EXTRACTED RECORDS START

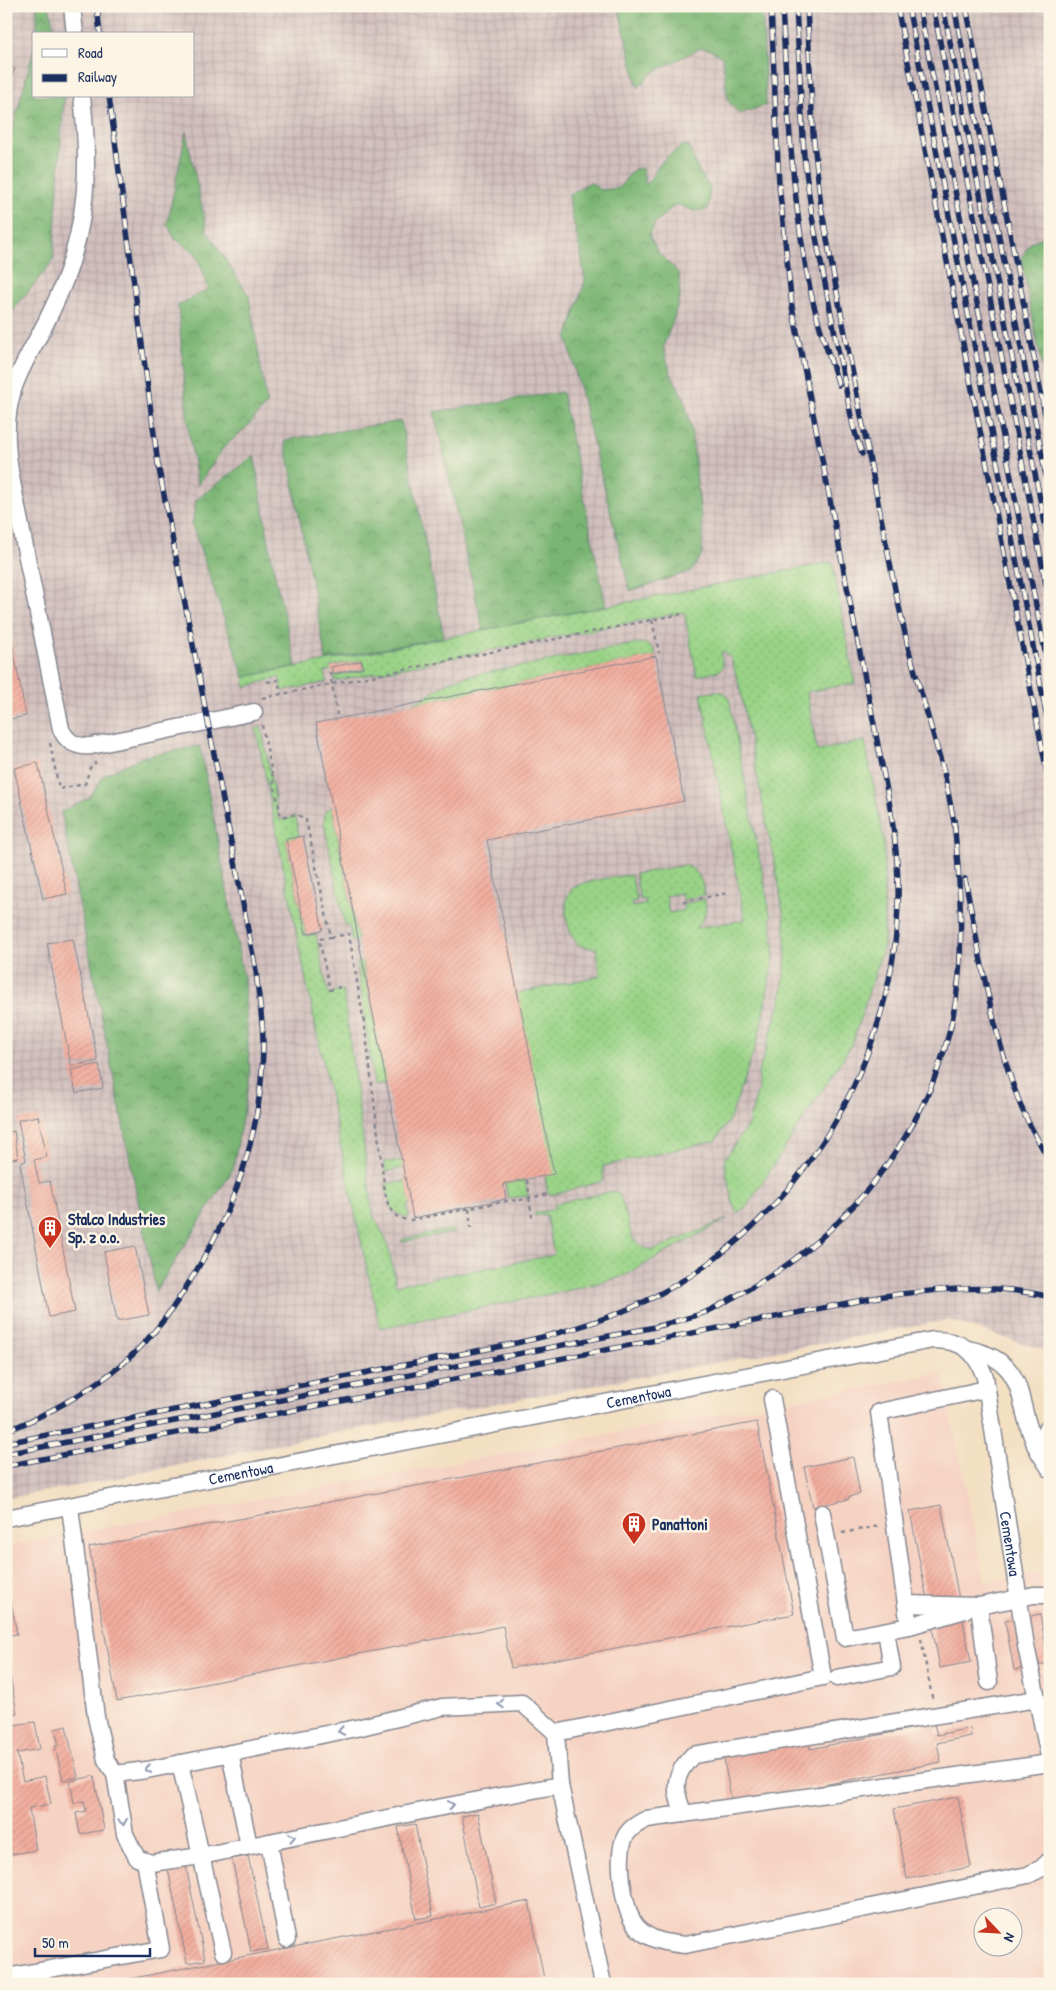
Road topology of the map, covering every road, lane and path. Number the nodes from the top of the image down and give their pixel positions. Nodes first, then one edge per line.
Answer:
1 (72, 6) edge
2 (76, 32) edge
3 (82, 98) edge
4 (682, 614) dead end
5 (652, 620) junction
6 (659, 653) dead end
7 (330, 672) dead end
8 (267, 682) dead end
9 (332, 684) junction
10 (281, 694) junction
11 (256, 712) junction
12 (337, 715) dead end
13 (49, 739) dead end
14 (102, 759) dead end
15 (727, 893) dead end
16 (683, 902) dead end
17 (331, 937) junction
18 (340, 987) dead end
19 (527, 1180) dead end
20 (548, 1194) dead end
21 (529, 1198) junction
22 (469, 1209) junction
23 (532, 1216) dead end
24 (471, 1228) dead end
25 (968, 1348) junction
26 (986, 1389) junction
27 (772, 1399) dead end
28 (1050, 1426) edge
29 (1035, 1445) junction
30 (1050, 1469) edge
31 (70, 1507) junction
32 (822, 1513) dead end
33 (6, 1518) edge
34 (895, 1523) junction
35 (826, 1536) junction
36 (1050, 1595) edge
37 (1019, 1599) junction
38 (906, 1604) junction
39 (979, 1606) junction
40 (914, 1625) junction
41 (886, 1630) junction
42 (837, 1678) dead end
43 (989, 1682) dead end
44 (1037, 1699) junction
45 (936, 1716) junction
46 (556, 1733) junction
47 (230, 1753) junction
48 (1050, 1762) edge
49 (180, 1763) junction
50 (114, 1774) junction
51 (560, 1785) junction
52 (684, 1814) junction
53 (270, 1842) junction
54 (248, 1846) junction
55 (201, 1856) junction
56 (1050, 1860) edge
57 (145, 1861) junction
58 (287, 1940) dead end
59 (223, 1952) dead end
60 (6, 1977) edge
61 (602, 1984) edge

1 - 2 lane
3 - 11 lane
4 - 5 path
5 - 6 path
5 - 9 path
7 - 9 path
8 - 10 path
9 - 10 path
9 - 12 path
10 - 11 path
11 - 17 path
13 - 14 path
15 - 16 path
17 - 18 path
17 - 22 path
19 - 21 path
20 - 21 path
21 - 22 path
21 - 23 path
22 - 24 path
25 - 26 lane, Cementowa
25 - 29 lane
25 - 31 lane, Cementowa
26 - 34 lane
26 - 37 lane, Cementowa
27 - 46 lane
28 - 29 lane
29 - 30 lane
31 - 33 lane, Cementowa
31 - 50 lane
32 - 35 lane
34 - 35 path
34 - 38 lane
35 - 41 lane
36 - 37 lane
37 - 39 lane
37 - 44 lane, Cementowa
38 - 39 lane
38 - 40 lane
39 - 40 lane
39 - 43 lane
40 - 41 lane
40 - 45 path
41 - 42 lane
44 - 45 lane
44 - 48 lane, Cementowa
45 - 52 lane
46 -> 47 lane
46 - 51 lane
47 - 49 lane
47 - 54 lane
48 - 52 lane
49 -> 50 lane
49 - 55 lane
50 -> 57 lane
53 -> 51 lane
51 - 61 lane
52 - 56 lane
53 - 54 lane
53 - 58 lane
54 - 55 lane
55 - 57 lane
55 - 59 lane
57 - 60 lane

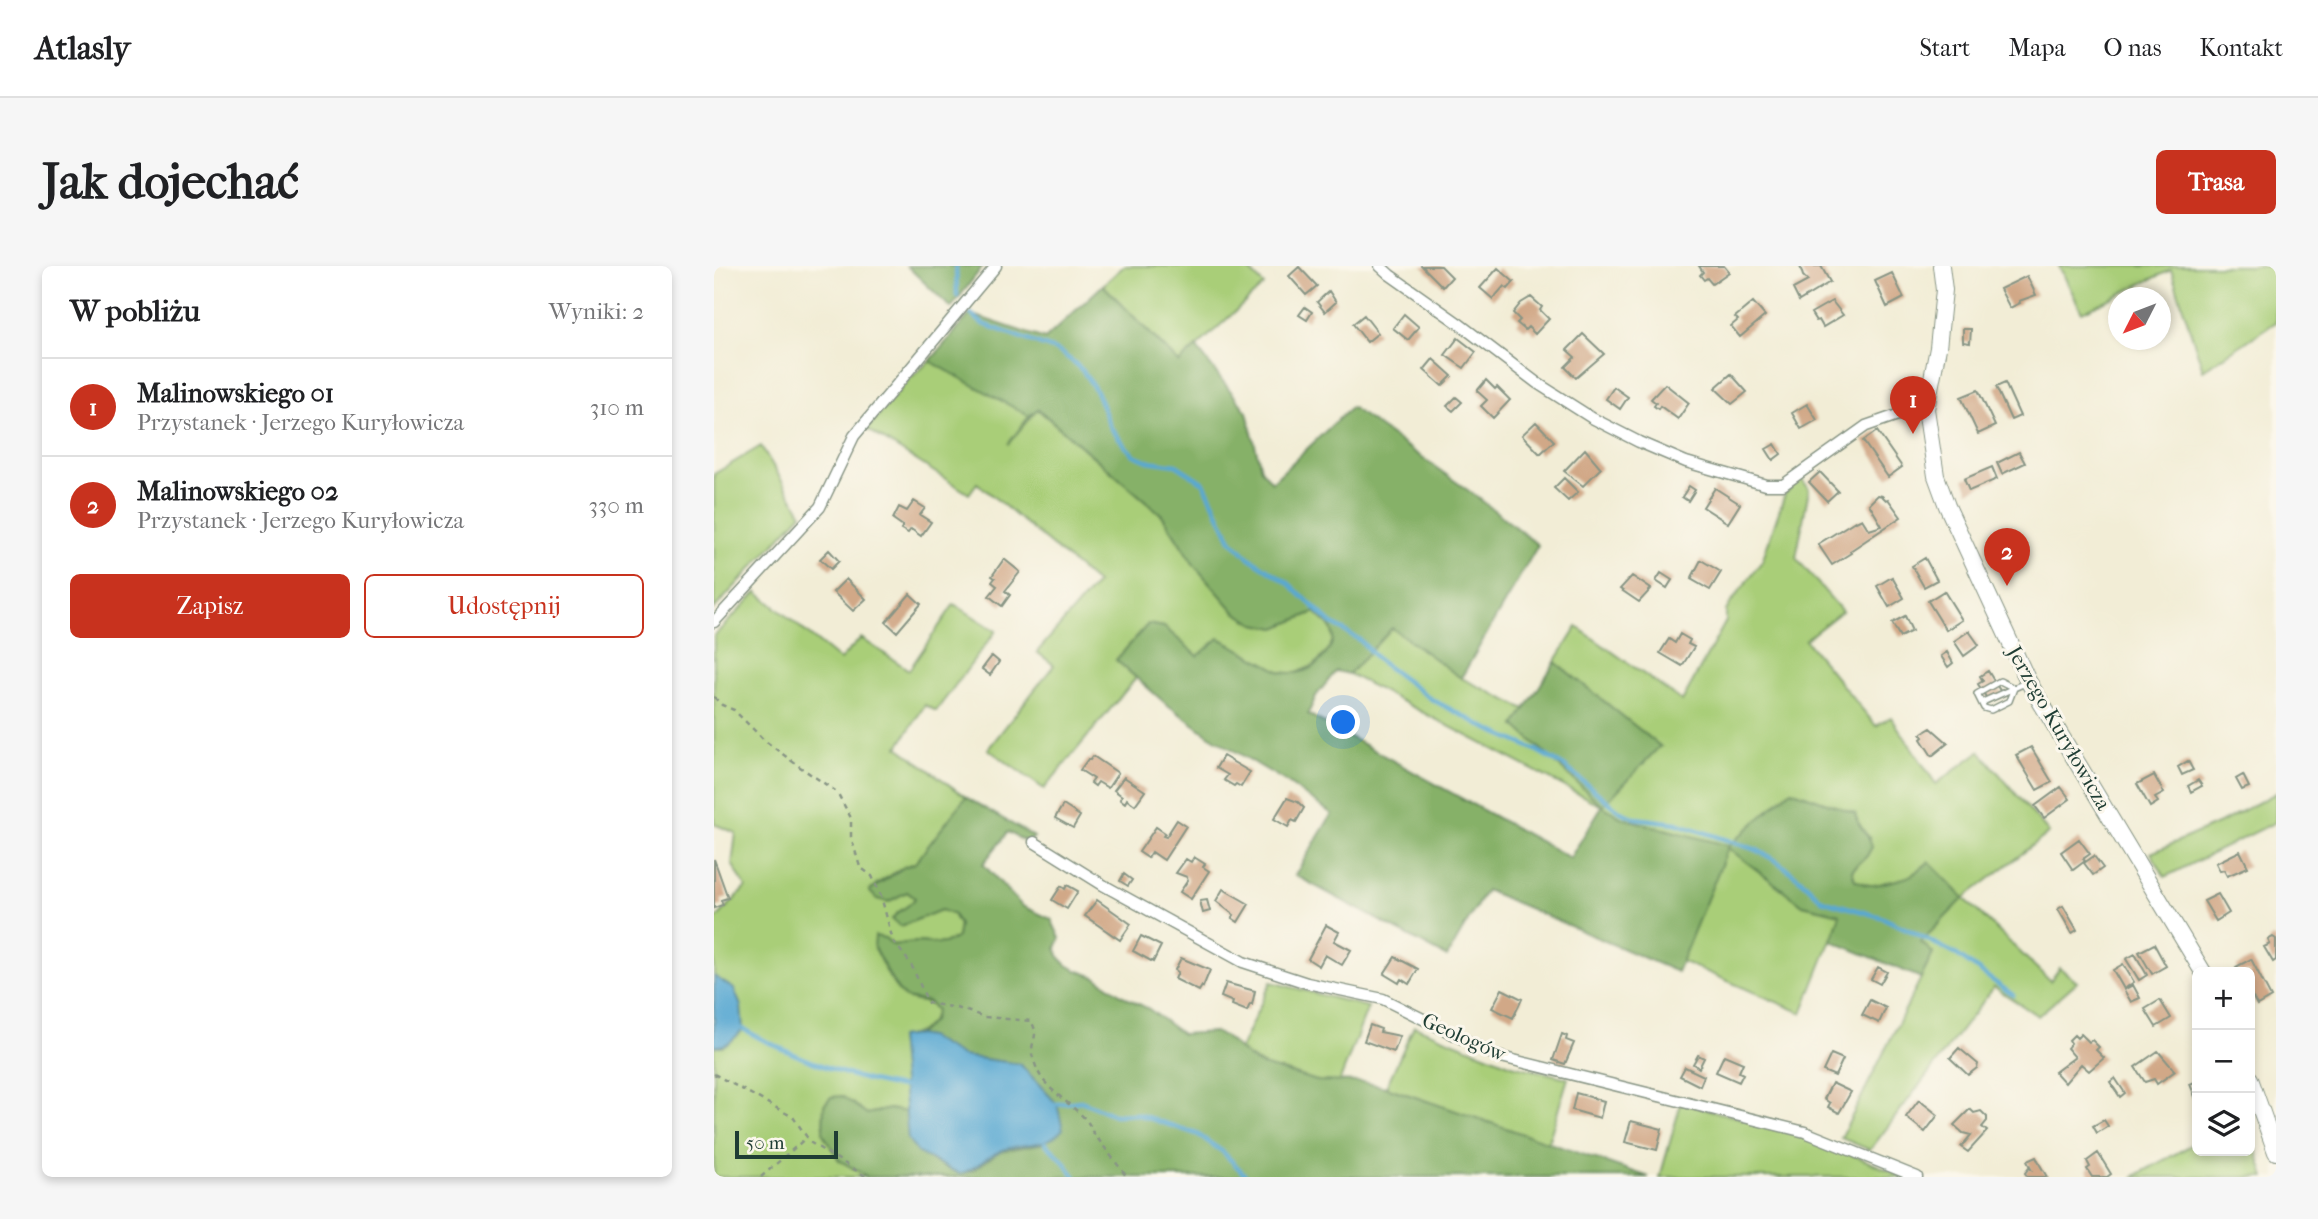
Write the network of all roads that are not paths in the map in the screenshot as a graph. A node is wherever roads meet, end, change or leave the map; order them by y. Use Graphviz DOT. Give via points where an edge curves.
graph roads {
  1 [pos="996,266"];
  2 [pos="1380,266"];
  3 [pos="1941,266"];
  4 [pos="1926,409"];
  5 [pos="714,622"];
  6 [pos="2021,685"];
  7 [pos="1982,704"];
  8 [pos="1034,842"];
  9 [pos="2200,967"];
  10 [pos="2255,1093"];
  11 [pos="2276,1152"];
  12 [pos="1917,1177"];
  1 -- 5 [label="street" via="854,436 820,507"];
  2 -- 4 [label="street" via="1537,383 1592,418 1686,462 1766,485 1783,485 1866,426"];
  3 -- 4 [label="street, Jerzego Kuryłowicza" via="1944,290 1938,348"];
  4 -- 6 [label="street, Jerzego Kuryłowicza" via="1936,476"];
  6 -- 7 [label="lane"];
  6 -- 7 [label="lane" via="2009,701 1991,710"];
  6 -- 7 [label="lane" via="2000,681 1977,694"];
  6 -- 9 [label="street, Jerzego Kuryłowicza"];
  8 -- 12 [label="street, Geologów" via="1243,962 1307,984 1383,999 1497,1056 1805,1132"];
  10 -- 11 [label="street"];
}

EXTRACTED RECORDS END

## TASK DESCRIPTION
Please output the data above exactly as given, omitting every picture.

## ANSWER TO THIS EXERCISE
Road topology of the map, covering every road, lane and path. Number the nodes from the top of the image down and give their pixel positions. Nodes first, then one edge per line.
Answer:
1 (72, 6) edge
2 (76, 32) edge
3 (82, 98) edge
4 (682, 614) dead end
5 (652, 620) junction
6 (659, 653) dead end
7 (330, 672) dead end
8 (267, 682) dead end
9 (332, 684) junction
10 (281, 694) junction
11 (256, 712) junction
12 (337, 715) dead end
13 (49, 739) dead end
14 (102, 759) dead end
15 (727, 893) dead end
16 (683, 902) dead end
17 (331, 937) junction
18 (340, 987) dead end
19 (527, 1180) dead end
20 (548, 1194) dead end
21 (529, 1198) junction
22 (469, 1209) junction
23 (532, 1216) dead end
24 (471, 1228) dead end
25 (968, 1348) junction
26 (986, 1389) junction
27 (772, 1399) dead end
28 (1050, 1426) edge
29 (1035, 1445) junction
30 (1050, 1469) edge
31 (70, 1507) junction
32 (822, 1513) dead end
33 (6, 1518) edge
34 (895, 1523) junction
35 (826, 1536) junction
36 (1050, 1595) edge
37 (1019, 1599) junction
38 (906, 1604) junction
39 (979, 1606) junction
40 (914, 1625) junction
41 (886, 1630) junction
42 (837, 1678) dead end
43 (989, 1682) dead end
44 (1037, 1699) junction
45 (936, 1716) junction
46 (556, 1733) junction
47 (230, 1753) junction
48 (1050, 1762) edge
49 (180, 1763) junction
50 (114, 1774) junction
51 (560, 1785) junction
52 (684, 1814) junction
53 (270, 1842) junction
54 (248, 1846) junction
55 (201, 1856) junction
56 (1050, 1860) edge
57 (145, 1861) junction
58 (287, 1940) dead end
59 (223, 1952) dead end
60 (6, 1977) edge
61 (602, 1984) edge

1 - 2 lane
3 - 11 lane
4 - 5 path
5 - 6 path
5 - 9 path
7 - 9 path
8 - 10 path
9 - 10 path
9 - 12 path
10 - 11 path
11 - 17 path
13 - 14 path
15 - 16 path
17 - 18 path
17 - 22 path
19 - 21 path
20 - 21 path
21 - 22 path
21 - 23 path
22 - 24 path
25 - 26 lane, Cementowa
25 - 29 lane
25 - 31 lane, Cementowa
26 - 34 lane
26 - 37 lane, Cementowa
27 - 46 lane
28 - 29 lane
29 - 30 lane
31 - 33 lane, Cementowa
31 - 50 lane
32 - 35 lane
34 - 35 path
34 - 38 lane
35 - 41 lane
36 - 37 lane
37 - 39 lane
37 - 44 lane, Cementowa
38 - 39 lane
38 - 40 lane
39 - 40 lane
39 - 43 lane
40 - 41 lane
40 - 45 path
41 - 42 lane
44 - 45 lane
44 - 48 lane, Cementowa
45 - 52 lane
46 -> 47 lane
46 - 51 lane
47 - 49 lane
47 - 54 lane
48 - 52 lane
49 -> 50 lane
49 - 55 lane
50 -> 57 lane
53 -> 51 lane
51 - 61 lane
52 - 56 lane
53 - 54 lane
53 - 58 lane
54 - 55 lane
55 - 57 lane
55 - 59 lane
57 - 60 lane

Write the network of all roads that are not paths in the map in the screenshot as a graph. A node is wherever roads meet, end, change or leave the map; order them by y. Use Graphviz DOT. Give via points where an edge curves.
graph roads {
  1 [pos="996,266"];
  2 [pos="1380,266"];
  3 [pos="1941,266"];
  4 [pos="1926,409"];
  5 [pos="714,622"];
  6 [pos="2021,685"];
  7 [pos="1982,704"];
  8 [pos="1034,842"];
  9 [pos="2200,967"];
  10 [pos="2255,1093"];
  11 [pos="2276,1152"];
  12 [pos="1917,1177"];
  1 -- 5 [label="street" via="854,436 820,507"];
  2 -- 4 [label="street" via="1537,383 1592,418 1686,462 1766,485 1783,485 1866,426"];
  3 -- 4 [label="street, Jerzego Kuryłowicza" via="1944,290 1938,348"];
  4 -- 6 [label="street, Jerzego Kuryłowicza" via="1936,476"];
  6 -- 7 [label="lane"];
  6 -- 7 [label="lane" via="2009,701 1991,710"];
  6 -- 7 [label="lane" via="2000,681 1977,694"];
  6 -- 9 [label="street, Jerzego Kuryłowicza"];
  8 -- 12 [label="street, Geologów" via="1243,962 1307,984 1383,999 1497,1056 1805,1132"];
  10 -- 11 [label="street"];
}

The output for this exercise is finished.